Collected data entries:
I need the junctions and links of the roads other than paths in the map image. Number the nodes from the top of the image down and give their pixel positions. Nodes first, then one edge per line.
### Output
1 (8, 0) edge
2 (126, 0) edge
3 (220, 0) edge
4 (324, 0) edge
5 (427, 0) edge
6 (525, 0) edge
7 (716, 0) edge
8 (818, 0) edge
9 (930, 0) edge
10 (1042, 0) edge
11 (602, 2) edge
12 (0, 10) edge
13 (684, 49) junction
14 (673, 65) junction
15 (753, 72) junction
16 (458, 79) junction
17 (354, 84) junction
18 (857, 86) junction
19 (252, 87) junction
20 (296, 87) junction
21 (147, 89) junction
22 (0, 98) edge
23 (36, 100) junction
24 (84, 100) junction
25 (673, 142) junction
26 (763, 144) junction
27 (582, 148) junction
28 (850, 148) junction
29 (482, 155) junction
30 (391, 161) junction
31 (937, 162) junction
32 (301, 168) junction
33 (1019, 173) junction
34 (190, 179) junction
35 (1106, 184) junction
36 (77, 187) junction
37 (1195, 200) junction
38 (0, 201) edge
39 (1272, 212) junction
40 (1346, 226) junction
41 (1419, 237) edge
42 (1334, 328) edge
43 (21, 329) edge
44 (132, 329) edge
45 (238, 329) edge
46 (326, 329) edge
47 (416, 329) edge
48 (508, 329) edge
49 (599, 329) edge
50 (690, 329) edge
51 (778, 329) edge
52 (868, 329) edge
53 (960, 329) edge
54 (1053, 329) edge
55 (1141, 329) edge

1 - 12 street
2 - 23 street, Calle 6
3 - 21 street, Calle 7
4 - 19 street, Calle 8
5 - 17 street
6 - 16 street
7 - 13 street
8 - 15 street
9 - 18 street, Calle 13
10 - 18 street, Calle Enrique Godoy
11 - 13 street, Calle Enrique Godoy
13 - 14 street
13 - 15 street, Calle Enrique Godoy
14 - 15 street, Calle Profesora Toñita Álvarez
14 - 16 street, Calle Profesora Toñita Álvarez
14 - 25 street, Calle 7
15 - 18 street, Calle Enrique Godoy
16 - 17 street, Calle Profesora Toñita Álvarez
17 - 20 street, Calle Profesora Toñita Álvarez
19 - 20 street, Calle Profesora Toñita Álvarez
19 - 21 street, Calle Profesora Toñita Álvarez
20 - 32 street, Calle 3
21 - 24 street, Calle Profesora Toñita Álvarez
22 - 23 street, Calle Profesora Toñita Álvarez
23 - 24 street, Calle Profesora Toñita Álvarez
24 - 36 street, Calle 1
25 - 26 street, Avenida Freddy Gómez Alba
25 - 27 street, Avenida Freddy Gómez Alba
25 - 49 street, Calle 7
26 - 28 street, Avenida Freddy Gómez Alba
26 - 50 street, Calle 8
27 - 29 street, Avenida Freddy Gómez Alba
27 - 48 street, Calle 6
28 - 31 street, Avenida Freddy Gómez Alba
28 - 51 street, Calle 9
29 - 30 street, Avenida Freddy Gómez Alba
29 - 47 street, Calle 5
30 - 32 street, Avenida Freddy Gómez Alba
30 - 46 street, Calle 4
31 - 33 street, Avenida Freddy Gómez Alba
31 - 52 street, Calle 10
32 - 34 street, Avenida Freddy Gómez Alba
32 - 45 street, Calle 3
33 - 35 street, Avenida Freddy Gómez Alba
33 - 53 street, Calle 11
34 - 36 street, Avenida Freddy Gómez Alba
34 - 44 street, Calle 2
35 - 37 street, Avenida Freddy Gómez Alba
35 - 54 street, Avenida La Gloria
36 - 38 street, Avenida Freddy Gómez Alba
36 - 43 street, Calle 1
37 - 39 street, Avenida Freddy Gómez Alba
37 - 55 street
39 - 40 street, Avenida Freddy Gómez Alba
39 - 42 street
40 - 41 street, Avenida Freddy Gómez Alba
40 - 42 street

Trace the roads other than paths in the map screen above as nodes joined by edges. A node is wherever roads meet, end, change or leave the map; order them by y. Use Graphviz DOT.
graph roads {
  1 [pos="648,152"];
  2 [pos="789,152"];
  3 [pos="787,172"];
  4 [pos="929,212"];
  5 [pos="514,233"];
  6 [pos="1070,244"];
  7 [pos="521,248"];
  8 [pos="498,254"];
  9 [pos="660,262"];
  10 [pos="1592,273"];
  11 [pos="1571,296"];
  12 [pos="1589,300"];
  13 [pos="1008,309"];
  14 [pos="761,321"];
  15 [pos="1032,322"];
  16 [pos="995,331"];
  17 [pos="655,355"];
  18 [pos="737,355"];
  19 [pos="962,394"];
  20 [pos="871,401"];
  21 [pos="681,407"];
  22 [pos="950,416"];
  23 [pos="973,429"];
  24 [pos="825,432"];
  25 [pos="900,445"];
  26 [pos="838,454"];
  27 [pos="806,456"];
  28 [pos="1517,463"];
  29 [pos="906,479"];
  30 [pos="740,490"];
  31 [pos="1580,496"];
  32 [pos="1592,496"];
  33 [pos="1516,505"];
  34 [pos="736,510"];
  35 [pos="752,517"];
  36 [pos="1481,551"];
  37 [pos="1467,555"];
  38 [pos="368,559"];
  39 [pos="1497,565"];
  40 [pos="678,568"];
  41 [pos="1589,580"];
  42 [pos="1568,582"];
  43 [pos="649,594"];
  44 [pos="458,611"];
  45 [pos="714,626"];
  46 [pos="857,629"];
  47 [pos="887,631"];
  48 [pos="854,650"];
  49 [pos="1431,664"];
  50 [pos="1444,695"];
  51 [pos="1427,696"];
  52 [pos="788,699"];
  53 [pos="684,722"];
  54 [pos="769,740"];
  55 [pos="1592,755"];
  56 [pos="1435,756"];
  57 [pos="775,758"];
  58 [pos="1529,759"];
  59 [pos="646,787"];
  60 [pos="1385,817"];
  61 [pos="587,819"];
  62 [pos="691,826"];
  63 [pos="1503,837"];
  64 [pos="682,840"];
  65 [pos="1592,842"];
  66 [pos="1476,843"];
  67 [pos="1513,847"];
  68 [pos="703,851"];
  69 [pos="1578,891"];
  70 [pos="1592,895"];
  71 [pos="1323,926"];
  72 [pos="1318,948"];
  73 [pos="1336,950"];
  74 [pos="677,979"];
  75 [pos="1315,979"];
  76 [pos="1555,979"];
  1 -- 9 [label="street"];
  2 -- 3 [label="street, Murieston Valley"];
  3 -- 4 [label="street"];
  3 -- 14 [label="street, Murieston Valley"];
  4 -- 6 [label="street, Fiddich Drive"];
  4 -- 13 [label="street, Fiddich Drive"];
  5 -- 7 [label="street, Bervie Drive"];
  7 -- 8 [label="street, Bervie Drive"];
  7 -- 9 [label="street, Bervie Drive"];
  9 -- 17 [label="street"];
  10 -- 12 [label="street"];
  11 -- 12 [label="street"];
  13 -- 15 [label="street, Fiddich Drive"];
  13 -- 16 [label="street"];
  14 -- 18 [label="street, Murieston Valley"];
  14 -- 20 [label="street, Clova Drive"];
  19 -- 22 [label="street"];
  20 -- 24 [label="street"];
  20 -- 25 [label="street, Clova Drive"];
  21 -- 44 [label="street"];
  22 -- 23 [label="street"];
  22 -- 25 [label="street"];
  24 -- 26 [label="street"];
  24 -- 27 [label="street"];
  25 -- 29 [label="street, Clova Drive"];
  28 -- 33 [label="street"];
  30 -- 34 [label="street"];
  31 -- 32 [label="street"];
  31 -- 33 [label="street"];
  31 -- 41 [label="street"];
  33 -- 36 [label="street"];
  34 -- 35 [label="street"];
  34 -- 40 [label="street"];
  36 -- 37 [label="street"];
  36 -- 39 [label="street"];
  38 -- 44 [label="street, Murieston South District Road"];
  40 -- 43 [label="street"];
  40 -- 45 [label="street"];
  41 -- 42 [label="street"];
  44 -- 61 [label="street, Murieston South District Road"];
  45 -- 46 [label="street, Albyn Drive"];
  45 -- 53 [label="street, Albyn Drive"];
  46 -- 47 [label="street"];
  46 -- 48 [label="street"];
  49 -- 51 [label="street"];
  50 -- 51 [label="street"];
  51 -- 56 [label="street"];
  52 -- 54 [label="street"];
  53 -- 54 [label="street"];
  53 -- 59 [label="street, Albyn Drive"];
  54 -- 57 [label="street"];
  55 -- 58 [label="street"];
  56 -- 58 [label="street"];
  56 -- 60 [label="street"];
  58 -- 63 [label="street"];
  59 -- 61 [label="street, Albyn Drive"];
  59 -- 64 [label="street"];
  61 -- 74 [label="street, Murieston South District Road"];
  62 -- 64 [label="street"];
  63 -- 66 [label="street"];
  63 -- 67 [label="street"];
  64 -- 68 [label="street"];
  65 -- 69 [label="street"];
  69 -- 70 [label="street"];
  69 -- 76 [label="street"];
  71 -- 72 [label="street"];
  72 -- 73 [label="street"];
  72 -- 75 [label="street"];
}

**WHAT THE TASK REQUIRES**
In the entries above, find each line with "Toñita" and copy it.

**ANSWER SPACE**
14 - 15 street, Calle Profesora Toñita Álvarez
14 - 16 street, Calle Profesora Toñita Álvarez
16 - 17 street, Calle Profesora Toñita Álvarez
17 - 20 street, Calle Profesora Toñita Álvarez
19 - 20 street, Calle Profesora Toñita Álvarez
19 - 21 street, Calle Profesora Toñita Álvarez
21 - 24 street, Calle Profesora Toñita Álvarez
22 - 23 street, Calle Profesora Toñita Álvarez
23 - 24 street, Calle Profesora Toñita Álvarez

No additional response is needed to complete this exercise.